The Lady with the Pen
The Saturday before Christmas 1868, Eliza Greatorex (1819–97) held her last reception of the year in her “pleasant studio” in the Dodworth Building, No. 212 Fifth Avenue.1 At these gatherings, attendees enjoyed the unique opportunity to meet the artist and see her art displayed in her workspace. This evening, fifteen pen-and-ink drawings hung as an ensemble, “and they represent, for the most part, old and picturesque churches and buildings in the suburbs of New York that will soon be swept away, if they have not already disappeared.” Among them was Taking away the Church of the Puritans, Union Square, which viewers could have recognized from recent coverage in the press. Located at Union Square and Fifteenth Street, the church had been built in 1846–47 by James Renwick, Jr., one of the country’s leading architects. Its minister, Rev. George B. Cheever, made it famous for his fierce onslaughts upon slavery, delivered from its pulpit, which he published in books such as God, Against Slavery.2 It was also the site of the first post-war Women’s Rights Convention, May 19, 1866. Yet by June 1868, The New York Times reported that “workmen are busy removing the famous Church of the Puritans, in order to make room for a costly and imposing structure for Tiffany & Co.”3
Some of those who passed through her studio that evening surely asked questions about the rationale behind the drawings. Like most projects, its beginnings were difficult to pinpoint precisely, but probably the experience of watching the city change slowly before her eyes crystallized in the destruction of a single, favorite building. The loss of the Church of the Puritans was a terrible waste; the building was only twenty years old and already held an important place in the history of American architecture. But for the daughter of a Methodist minister, the ravaging of a church to make way for a palace of commerce was especially disturbing. In a last-ditch effort to salvage something of the historic edifice, materials were numbered and reused to construct the Fifty-Third Street Baptist Church.4 Greatorex drew it “in the process of removal,” when it “assumed the most picturesque appearance,” as she explained. The key to her interpretation lay in her chosen perspective, “seen through the trees of the park in Union Square,” when “it reminded one of the ruins of an English abbey.”5 Framing her view with foliage, she transformed present into past and drawing into an act of visual preservation.

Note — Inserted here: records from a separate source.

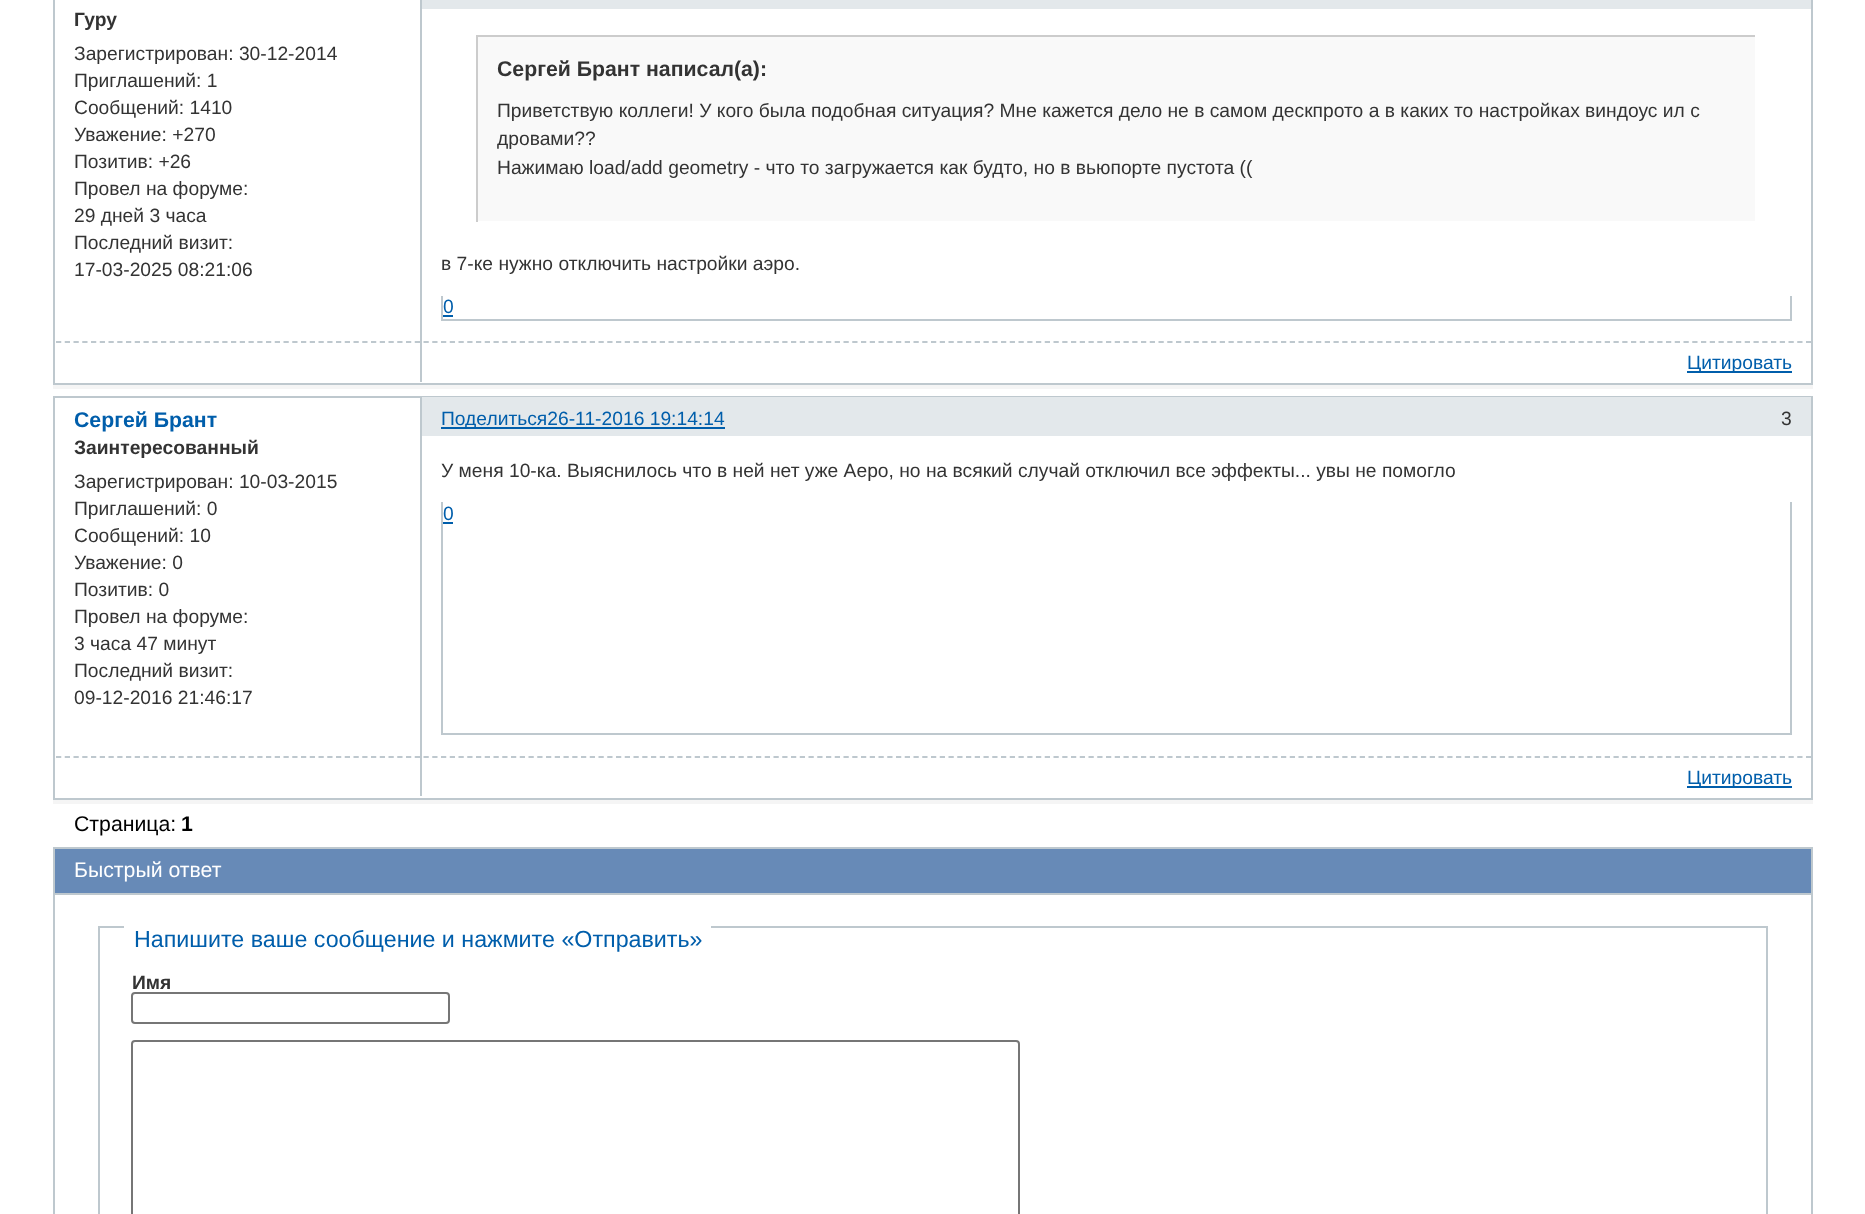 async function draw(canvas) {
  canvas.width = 1865
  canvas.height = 1214
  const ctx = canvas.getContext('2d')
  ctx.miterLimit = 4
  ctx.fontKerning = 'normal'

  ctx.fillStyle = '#fff'
  ctx.fillRect(0, 0, 1865, 1214)
  ctx.fillStyle = '#f5f5f5'
  ctx.fillRect(53, 385, 1760, 4)
  ctx.fillStyle = '#bec8ce'
  ctx.fillRect(1811, 0, 2, 385)
  ctx.fillRect(53, 0, 2, 11)
  ctx.fillStyle = '#e3e8eb'
  ctx.fillRect(422, 0, 1389, 9)
  ctx.fillStyle = '#bec8ce'
  ctx.fillRect(420, 0, 2, 11)
  ctx.fillStyle = '#fff'
  ctx.fillRect(420, 9, 2, 2)
  ctx.fillStyle = '#bec8ce'
  ctx.fillRect(53, 383, 1760, 2)
  ctx.fillRect(53, 9, 2, 376)
  ctx.font = 'bold 19.25px Liberation Sans'
  ctx.fillStyle = '#333'
  ctx.fillText('Гуру', 74, 26)
  ctx.font = '19.25px Liberation Sans'
  ctx.fillText('Зарегистрирован: 30-12-2014', 74, 60)
  ctx.fillText('Приглашений: 1', 74, 87)
  ctx.fillText('Сообщений: 1410', 74, 114)
  ctx.fillText('Уважение: +270', 74, 141)
  ctx.fillText('Позитив: +26', 74, 168)
  ctx.fillText('Провел на форуме:', 74, 195)
  ctx.fillText('29 дней 3 часа', 74, 222)
  ctx.fillText('Последний визит:', 74, 249)
  ctx.fillText('17-03-2025 08:21:06', 74, 276)
  ctx.fillStyle = '#bec8ce'
  ctx.fillRect(420, 9, 2, 373)
  ctx.fillStyle = '#f9f9f9'
  ctx.fillRect(478, 37, 1277, 184)
  ctx.fillStyle = '#ccc'
  ctx.fillRect(476, 35, 1281, 2)
  ctx.fillStyle = '#fff'
  ctx.fillRect(1755, 35, 2, 2)
  ctx.fillStyle = '#ccc'
  ctx.fillRect(476, 35, 2, 187)
  ctx.font = 'bold 21.25px Liberation Sans'
  ctx.fillStyle = '#333'
  ctx.fillText('Сергей Брант написал(а):', 497, 76)
  ctx.font = '19.25px Liberation Sans'
  ctx.fillText('Приветствую коллеги! У кого была подобная ситуация? Мне кажется дело не в самом дескпрото а в каких то настройках виндоус ил с', 497, 117)
  ctx.save()
  ctx.beginPath()
  ctx.rect(497, 96, 1239, 105)
  ctx.clip()
  ctx.fillText('дровами??', 497, 145)
  ctx.restore()
  ctx.fillText('Нажимаю load/add geometry - что то загружается как будто, но в вьюпорте пустота ((', 497, 174)
  ctx.fillText('в 7-ке нужно отключить настройки аэро.', 441, 270)
  ctx.fillStyle = '#bec8ce'
  ctx.fillRect(1790, 296, 2, 24)
  ctx.fillRect(441, 319, 1351, 2)
  ctx.fillRect(441, 296, 2, 24)
  ctx.fillStyle = '#005eab'
  ctx.fillText('0', 443, 313)
  ctx.fillRect(443, 315, 10, 2)
  ctx.beginPath()
  ctx.moveTo(56, 342)
  ctx.lineTo(1811, 342)
  ctx.strokeStyle = '#bec8ce'
  ctx.lineWidth = 1.8
  ctx.setLineDash([5.25, 3.5])
  ctx.stroke()
  ctx.fillRect(1687, 371, 105, 2)
  ctx.fillText('Цитировать', 1687, 369)
  ctx.fillStyle = '#f5f5f5'
  ctx.fillRect(53, 800, 1760, 4)
  ctx.fillStyle = '#bec8ce'
  ctx.fillRect(53, 396, 1760, 2)
  ctx.fillRect(420, 397, 2, 41)
  ctx.fillStyle = '#fff'
  ctx.fillRect(420, 436, 2, 2)
  ctx.fillStyle = '#bec8ce'
  ctx.fillRect(1811, 396, 2, 404)
  ctx.fillRect(53, 798, 1760, 2)
  ctx.fillRect(53, 396, 2, 42)
  ctx.fillRect(53, 436, 2, 364)
  ctx.font = 'bold 21.25px Liberation Sans'
  ctx.fillStyle = '#005eab'
  ctx.fillText('Сергей Брант', 74, 427)
  ctx.font = 'bold 19.25px Liberation Sans'
  ctx.fillStyle = '#333'
  ctx.fillText('Заинтересованный', 74, 454)
  ctx.font = '19.25px Liberation Sans'
  ctx.fillText('Зарегистрирован: 10-03-2015', 74, 488)
  ctx.fillText('Приглашений: 0', 74, 515)
  ctx.fillText('Сообщений: 10', 74, 542)
  ctx.fillText('Уважение: 0', 74, 569)
  ctx.fillText('Позитив: 0', 74, 596)
  ctx.fillText('Провел на форуме:', 74, 623)
  ctx.fillText('3 часа 47 минут', 74, 650)
  ctx.fillText('Последний визит:', 74, 677)
  ctx.fillText('09-12-2016 21:46:17', 74, 704)
  ctx.fillStyle = '#bec8ce'
  ctx.fillRect(420, 436, 2, 360)
  ctx.fillStyle = '#333'
  ctx.fillText('У меня 10-ка. Выяснилось что в ней нет уже Аеро, но на всякий случай отключил все эффекты... увы не помогло', 441, 477)
  ctx.fillStyle = '#bec8ce'
  ctx.fillRect(1790, 502, 2, 233)
  ctx.fillRect(441, 733, 1351, 2)
  ctx.fillRect(441, 502, 2, 233)
  ctx.fillStyle = '#005eab'
  ctx.fillText('0', 443, 520)
  ctx.fillRect(443, 522, 10, 2)
  ctx.beginPath()
  ctx.moveTo(56, 757)
  ctx.lineTo(1811, 757)
  ctx.stroke()
  ctx.fillRect(1687, 786, 105, 2)
  ctx.fillText('Цитировать', 1687, 784)
  ctx.fillStyle = '#e3e8eb'
  ctx.fillRect(422, 397, 1389, 39)
  ctx.fillStyle = '#005eab'
  ctx.fillRect(441, 427, 284, 2)
  ctx.fillText('Поделиться26-11-2016 19:14:14', 441, 425)
  ctx.fillStyle = '#333'
  ctx.fillText('3', 1781, 425)
  ctx.font = '21.25px Liberation Sans'
  ctx.fillStyle = '#000'
  ctx.fillText('Страница:', 74, 831)
  ctx.font = 'bold 21.25px Liberation Sans'
  ctx.fillText('1', 181, 831)
  ctx.fillStyle = '#678ab7'
  ctx.fillRect(55, 849, 1756, 44)
  ctx.fillStyle = '#bec8ce'
  ctx.fillRect(53, 847, 1760, 2)
  ctx.fillRect(1811, 847, 2, 46)
  ctx.fillRect(53, 847, 2, 46)
  ctx.font = '21.25px Liberation Sans'
  ctx.fillStyle = '#fff'
  ctx.fillText('Быстрый ответ', 74, 877)
  ctx.lineWidth = 2
  ctx.setLineDash([])
  ctx.strokeRect(54, 894, 1758, 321)
  ctx.strokeRect(99, 927, 1668, 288)
  ctx.font = '23.25px Liberation Sans'
  ctx.fillStyle = '#005eab'
  ctx.fillText('Напишите ваше сообщение и нажмите «Отправить»', 134, 947)
  ctx.fillStyle = '#fff'
  ctx.fillRect(124, 926, 587, 2)
  ctx.font = 'bold 19.25px Liberation Sans'
  ctx.fillStyle = '#333'
  ctx.fillText('Имя', 132, 989)
  ctx.beginPath()
  ctx.roundRect(132, 993, 317, 30, 3)
  ctx.strokeStyle = '#767676'
  ctx.stroke()
  ctx.beginPath()
  ctx.roundRect(132, 1041, 887, 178, 3)
  ctx.stroke()
}

draw(document.querySelector('canvas'))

Along with subject matter, technique was also at issue. Greatorex had featured a sequence of pen-and-ink drawings at the Dodworth reception when the majority of her colleagues were displaying salon-worthy paintings. This was a risky move. Painting was the medium where artists proved their mastery. She was only just being recognized as a pioneering woman painter, and here she was stepping away from that to showcase her drawings, which in the artistic hierarchy were long deemed inferior. Throughout the history of art, they had been used as a form of shorthand or preliminary study, or associated with the lady amateur. That attitude began to change slowly in the early decades of the nineteenth century, during what Peter Marzio has termed the “Art Crusade,” when the English-speaking world witnessed a flood of drawing manuals. These were instruction books intended primarily for the general public, through which “promoters sought to build an artist democracy of citizen artists: a nation of draftsmen.” The efforts of popular American authors Rembrandt Peale, John Gadsby Chapman and others were buttressed by the publication of John Ruskin’s influential Elements of Drawing (1857), which recommended a course of drawing directly from nature. These endeavors assured a populace educated in the rudiments of drawing and an appreciation of their mastery.6
Until the last quarter of the nineteenth century, however, drawing saw only limited application as an independent form of pictorial representation. This depended on another shift in the art world: the elevation of the artist’s study or first impression of nature as the endpoint of artistic production. The taste for the immediate and fragmentary led to the display and collecting of artist’s sketches, an emphasis on plein-air printmaking by James McNeill Whistler and others during the etching revival, and the rise of French Impressionism. By the Centennial, a new age of graphic arts was dawning. Exhibitions began to be devoted to works in black and white, watercolor and sketch clubs proliferated, and there was a growing market for works on paper. Greatorex was in the vanguard of those artists who aimed to convince audiences of the merits of drawing, to invert the conventional privileging of painting over drawing. She seemed to be succeeding, as a critic for The Aldine soon recognized: “We know of nothing better … than the pen-drawings of Mrs. Eliza Greatorex, who may be said to have introduced this particular branch of the limner’s art among us. Her drawings are a revelation of what a skillful hand can accomplish in black and white.”7 Her work represents a complex synthesis of measurement, mobility and memory.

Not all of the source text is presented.